Page 23 of A Russian Journal


  We spent the day visiting and promising to send various scarce articles to various people. Sweet Joe was a little sad to see us leave, we think. We had robbed him of cigarettes and books, had used his clothes and his soap and his toilet paper, had outraged his slender stock of whisky, had violated his hospitality in every possible way, and still we think he was sorry to see us go.

  Half the time Capa plotted counterrevolution if anything happened to his films, and half the time he considered simple suicide. He wondered if he could cut off his own head on the execution block in Red Square. We had a sad little party in the Grand Hotel that night. The music was louder than ever, and the bar girl we had named Miss Sichass (Miss Hurry-up) was slower than ever.

  We got up in the dark to go to the airport for the last time. We sat for the last time under the portrait of Stalin, and it seemed to us that he was smiling satirically over his medals. We drank the usual tea, and Capa by now had the jerks. And then a messenger arrived and put a box in his hands. It was a tough cardboard box, and the lid was sewed on with string, and over the knots were little leaden seals. He was not to touch the seals until we had cleared the airfield at Kiev, the last stop before Prague.

  Mr. Karaganov, Mr. Chmarsky, Sweet Lana, and Sweet Joe Newman saw us off. Our baggage was much lighter than it had been, for we had given away everything we could spare—suits, and jackets, some cameras, all the extra flash bulbs, and the unexposed film. We climbed into the plane and took our seats. It was four hours to Kiev. Capa held the cardboard box in his hand, and he was not allowed to open it. If the seals were broken it would not pass. He weighed it in his hand. “It is light,” he said miserably. “It is only half heavy enough.”

  I said, “Maybe they put rocks in it, maybe there aren’t any films in there at all.”

  He shook the box. “It sounds like films,” he said.

  “It could be old newspapers,” I said.

  “You son-of-a-bitch,” he remarked.

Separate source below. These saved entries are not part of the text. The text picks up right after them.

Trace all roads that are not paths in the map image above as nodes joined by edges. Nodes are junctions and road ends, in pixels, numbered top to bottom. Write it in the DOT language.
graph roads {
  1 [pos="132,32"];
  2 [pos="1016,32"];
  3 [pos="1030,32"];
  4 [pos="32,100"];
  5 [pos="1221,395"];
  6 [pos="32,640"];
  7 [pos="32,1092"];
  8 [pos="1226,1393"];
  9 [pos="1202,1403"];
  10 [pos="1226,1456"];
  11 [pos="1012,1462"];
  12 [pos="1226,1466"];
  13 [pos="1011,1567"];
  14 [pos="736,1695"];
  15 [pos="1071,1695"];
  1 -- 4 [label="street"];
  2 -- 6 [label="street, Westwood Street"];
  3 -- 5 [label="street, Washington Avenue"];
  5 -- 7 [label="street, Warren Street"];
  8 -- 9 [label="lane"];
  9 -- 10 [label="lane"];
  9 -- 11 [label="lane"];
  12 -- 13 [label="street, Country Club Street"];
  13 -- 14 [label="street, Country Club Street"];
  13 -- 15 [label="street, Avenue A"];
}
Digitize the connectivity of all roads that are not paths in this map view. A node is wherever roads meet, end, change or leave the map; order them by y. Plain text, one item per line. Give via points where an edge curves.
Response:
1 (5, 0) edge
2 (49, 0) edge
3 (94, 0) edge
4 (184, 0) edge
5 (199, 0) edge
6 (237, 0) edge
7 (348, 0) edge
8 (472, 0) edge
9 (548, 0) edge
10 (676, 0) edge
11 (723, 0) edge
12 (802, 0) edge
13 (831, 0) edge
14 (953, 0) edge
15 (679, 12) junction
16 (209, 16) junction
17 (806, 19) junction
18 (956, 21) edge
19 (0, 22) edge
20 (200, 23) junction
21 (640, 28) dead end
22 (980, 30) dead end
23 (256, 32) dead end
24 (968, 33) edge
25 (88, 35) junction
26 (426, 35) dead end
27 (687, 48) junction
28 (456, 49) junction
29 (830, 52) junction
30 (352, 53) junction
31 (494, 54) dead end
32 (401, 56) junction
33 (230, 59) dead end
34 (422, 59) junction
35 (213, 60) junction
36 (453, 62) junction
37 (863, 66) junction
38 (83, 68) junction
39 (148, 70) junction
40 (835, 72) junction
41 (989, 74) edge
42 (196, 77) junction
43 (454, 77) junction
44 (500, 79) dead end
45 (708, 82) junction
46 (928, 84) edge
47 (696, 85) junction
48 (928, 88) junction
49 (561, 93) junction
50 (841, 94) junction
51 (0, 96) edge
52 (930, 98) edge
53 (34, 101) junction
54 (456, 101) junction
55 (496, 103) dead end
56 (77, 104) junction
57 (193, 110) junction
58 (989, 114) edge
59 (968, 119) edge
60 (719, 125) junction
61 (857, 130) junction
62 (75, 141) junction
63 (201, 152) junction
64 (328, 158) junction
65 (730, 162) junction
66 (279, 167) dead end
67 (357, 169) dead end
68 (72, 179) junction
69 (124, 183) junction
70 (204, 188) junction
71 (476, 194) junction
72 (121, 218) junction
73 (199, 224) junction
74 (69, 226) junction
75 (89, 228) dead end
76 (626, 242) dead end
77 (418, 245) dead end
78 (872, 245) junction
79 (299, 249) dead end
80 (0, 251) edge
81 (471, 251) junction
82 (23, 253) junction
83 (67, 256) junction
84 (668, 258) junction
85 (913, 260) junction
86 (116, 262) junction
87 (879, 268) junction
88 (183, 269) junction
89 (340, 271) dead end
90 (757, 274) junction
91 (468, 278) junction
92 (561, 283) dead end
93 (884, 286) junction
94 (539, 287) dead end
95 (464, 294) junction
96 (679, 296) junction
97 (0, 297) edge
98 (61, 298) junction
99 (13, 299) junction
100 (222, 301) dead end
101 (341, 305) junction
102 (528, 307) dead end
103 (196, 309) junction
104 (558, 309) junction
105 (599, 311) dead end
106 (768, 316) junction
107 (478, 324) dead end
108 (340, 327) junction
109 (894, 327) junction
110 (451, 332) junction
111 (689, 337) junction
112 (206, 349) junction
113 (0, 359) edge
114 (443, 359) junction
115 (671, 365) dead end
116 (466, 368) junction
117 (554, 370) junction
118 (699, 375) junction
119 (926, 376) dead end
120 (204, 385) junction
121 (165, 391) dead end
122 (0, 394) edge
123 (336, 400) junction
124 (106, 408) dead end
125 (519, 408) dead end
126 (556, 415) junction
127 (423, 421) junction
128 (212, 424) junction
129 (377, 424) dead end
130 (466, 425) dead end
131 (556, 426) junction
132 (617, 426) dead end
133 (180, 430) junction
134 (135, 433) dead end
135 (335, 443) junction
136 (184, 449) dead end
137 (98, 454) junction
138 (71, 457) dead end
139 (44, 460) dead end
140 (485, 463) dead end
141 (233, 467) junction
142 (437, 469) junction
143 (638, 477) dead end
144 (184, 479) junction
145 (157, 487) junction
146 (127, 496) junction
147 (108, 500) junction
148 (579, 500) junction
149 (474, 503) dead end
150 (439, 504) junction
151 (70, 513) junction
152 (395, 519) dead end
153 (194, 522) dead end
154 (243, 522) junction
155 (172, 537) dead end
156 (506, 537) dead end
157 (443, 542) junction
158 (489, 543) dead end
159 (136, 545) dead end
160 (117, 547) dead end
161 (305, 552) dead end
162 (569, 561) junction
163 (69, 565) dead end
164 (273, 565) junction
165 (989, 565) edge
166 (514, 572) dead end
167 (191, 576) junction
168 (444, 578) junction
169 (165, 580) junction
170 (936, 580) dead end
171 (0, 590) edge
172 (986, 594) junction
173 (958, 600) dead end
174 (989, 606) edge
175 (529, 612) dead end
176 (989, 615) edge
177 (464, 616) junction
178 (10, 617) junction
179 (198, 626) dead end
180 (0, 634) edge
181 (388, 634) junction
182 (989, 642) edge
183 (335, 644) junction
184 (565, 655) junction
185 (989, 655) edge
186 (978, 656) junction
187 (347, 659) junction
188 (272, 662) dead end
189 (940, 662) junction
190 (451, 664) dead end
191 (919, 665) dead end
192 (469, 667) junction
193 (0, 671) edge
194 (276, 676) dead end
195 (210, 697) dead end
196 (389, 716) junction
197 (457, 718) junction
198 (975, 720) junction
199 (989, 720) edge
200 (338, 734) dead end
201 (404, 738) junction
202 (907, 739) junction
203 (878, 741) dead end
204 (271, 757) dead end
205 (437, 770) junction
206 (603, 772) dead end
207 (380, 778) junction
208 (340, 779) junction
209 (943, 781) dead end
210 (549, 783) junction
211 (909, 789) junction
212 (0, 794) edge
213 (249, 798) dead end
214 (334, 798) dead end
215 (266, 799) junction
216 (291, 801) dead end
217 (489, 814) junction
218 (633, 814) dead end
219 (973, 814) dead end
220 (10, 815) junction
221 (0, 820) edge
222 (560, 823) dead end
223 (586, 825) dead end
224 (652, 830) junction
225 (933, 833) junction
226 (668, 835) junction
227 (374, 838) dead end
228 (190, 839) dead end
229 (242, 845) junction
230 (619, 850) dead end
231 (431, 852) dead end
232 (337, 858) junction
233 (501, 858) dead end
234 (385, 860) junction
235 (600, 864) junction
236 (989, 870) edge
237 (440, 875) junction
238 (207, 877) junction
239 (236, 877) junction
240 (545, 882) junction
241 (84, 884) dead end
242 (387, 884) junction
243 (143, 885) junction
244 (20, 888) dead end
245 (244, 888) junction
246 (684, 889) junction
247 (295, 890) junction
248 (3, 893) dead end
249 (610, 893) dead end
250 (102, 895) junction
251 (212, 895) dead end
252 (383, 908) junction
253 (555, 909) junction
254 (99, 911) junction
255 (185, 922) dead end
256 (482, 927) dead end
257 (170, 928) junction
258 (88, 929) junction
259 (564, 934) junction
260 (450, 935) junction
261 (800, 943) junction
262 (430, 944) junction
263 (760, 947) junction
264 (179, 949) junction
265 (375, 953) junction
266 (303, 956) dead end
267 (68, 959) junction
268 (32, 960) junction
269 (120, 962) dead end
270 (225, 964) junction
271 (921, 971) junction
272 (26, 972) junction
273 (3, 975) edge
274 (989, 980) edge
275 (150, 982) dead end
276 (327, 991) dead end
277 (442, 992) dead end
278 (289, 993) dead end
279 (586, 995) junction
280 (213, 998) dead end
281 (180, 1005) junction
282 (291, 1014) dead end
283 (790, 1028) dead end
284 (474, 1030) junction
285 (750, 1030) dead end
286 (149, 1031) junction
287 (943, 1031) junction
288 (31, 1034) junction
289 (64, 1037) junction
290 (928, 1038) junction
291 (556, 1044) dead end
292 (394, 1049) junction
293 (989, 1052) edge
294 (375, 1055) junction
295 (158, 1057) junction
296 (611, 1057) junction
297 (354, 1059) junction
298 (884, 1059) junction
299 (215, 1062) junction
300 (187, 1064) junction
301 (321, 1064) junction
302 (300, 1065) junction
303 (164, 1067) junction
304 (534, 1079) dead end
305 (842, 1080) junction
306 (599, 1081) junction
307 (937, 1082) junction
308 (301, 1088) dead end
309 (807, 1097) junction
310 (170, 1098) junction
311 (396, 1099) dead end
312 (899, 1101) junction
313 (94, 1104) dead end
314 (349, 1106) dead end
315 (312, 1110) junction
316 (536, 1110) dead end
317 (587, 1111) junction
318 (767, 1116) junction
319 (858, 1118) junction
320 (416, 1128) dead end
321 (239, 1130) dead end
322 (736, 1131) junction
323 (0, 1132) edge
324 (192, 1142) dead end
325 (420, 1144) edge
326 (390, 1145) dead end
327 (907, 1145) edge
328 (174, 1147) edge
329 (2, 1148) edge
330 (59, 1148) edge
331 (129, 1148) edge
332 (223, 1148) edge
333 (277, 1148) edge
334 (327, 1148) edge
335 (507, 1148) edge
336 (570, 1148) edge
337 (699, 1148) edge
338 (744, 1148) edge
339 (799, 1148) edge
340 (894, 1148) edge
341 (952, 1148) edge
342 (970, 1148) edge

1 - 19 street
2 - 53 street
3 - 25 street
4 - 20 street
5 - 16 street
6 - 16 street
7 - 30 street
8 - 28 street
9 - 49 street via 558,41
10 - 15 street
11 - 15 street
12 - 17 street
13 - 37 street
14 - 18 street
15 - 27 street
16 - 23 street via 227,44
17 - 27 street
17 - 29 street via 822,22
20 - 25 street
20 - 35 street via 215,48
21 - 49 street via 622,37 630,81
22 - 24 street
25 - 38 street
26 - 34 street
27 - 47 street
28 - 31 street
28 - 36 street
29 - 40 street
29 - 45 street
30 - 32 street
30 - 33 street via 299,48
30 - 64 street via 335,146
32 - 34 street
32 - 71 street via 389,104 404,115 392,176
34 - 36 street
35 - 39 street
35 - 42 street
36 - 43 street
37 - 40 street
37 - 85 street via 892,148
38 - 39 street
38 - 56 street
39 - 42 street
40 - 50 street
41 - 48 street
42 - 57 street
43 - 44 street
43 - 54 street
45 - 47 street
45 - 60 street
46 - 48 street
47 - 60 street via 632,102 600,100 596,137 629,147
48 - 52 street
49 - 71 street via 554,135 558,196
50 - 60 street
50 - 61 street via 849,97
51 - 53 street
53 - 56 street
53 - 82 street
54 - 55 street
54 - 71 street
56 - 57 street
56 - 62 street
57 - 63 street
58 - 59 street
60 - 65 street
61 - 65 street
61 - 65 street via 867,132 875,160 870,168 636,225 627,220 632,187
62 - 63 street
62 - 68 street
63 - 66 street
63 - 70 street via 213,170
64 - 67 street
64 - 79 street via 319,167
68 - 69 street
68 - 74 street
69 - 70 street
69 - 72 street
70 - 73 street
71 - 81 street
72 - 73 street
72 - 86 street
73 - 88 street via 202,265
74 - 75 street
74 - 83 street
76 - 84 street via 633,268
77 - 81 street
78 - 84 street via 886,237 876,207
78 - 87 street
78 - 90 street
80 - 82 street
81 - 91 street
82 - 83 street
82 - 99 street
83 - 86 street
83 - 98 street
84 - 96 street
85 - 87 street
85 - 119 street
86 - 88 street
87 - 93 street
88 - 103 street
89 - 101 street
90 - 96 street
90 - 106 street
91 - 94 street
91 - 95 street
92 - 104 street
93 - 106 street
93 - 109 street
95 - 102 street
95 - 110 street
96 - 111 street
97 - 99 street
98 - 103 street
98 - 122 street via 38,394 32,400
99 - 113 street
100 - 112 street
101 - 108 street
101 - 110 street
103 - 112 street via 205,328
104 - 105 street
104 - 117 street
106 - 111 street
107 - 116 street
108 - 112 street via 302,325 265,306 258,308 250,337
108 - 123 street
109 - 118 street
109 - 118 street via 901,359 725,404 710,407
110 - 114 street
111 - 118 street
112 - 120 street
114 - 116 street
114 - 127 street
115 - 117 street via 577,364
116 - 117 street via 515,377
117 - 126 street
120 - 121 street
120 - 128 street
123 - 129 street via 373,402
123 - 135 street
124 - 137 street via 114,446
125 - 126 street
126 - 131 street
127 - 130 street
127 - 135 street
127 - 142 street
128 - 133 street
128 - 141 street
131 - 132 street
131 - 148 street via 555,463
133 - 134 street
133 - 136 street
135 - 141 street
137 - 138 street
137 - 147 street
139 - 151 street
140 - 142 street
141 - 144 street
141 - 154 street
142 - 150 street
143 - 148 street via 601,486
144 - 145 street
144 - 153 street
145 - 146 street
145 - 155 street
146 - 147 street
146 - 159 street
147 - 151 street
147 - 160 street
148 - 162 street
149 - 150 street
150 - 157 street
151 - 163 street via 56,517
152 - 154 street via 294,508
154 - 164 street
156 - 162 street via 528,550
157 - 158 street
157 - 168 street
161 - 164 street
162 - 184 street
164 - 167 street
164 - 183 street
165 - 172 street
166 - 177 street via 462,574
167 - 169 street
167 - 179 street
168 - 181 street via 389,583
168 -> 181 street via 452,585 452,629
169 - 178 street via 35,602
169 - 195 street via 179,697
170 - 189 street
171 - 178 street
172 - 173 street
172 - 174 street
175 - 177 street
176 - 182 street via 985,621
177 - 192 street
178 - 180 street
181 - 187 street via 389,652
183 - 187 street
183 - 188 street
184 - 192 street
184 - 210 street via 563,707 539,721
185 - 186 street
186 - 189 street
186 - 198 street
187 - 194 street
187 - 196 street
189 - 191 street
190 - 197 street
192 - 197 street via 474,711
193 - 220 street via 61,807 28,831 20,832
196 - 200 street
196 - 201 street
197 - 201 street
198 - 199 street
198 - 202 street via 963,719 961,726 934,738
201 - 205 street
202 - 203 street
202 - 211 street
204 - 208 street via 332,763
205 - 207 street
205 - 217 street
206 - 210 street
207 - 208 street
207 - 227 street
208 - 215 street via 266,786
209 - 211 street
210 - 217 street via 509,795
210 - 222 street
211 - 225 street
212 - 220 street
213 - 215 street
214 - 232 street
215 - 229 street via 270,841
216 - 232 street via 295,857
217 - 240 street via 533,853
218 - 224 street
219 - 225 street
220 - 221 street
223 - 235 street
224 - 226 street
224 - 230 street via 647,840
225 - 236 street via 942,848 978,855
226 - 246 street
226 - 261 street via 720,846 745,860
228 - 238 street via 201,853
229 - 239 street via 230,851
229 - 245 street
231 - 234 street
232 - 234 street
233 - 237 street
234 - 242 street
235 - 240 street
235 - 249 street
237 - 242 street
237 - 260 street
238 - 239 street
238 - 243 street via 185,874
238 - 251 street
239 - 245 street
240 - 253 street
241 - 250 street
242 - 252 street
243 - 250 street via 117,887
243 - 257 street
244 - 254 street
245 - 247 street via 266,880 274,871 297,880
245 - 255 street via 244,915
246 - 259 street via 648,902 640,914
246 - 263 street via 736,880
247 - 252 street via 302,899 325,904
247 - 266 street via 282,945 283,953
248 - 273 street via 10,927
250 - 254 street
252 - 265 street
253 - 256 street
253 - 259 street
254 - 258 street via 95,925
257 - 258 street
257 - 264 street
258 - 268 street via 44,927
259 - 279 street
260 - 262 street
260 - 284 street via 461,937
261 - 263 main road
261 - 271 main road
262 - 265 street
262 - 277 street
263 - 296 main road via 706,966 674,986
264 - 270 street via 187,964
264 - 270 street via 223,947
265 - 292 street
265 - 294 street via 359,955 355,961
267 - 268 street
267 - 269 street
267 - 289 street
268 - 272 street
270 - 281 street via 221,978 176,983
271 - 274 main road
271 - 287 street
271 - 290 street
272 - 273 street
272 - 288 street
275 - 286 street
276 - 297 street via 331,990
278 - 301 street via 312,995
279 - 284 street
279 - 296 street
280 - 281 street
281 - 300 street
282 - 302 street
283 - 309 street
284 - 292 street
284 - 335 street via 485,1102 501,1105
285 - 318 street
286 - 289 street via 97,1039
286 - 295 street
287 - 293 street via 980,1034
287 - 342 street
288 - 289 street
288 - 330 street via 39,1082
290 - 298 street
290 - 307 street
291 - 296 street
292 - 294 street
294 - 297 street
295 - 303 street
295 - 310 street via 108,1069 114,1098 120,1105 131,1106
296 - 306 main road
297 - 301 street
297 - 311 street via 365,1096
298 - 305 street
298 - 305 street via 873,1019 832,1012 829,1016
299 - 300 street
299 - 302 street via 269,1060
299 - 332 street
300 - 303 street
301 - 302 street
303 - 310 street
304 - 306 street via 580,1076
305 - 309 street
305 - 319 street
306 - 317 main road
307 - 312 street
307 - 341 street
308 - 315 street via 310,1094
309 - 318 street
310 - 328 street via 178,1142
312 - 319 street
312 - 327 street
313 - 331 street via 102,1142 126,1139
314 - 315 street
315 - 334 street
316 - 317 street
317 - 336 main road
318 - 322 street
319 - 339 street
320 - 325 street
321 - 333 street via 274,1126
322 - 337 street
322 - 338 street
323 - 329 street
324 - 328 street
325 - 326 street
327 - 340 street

And he argued with himself. “What would they want to take out?” he asked. “It wasn’t anything that could hurt.”

  “Maybe they just don’t like Capa pictures,” I suggested.

  The plane flew over the great flat lands with their forests and fields, and the silver river winding and twisting. It was a beautiful day, and the thin blue mist of autumn hung close to the ground. The hostess took pink soda to the crew, and came back and opened a bottle for herself.

  At noon we coasted into the field at Kiev. The customs man gave our baggage a cursory inspection, but the box of film was instantly picked up. They had a message concerning it. An official cut the strings while Capa looked on like a stricken sheep. And then the officials all smiled, and shook hands, and went out, and the door closed, and the engines turned over. Capa’s hands shook as he opened his box. The films seemed to be all there. He smiled and put back his head, and he was asleep before the ship could get into the air. Some negatives had been taken, but not many. They had removed films that showed too much topography, and the telephoto picture of the mad girl of Stalingrad was gone, and the pictures which showed prisoners, but nothing that mattered from our point of view was withheld. The farms and the faces, the pictures of the Russian people, were intact, and those were what we had gone for in the first place.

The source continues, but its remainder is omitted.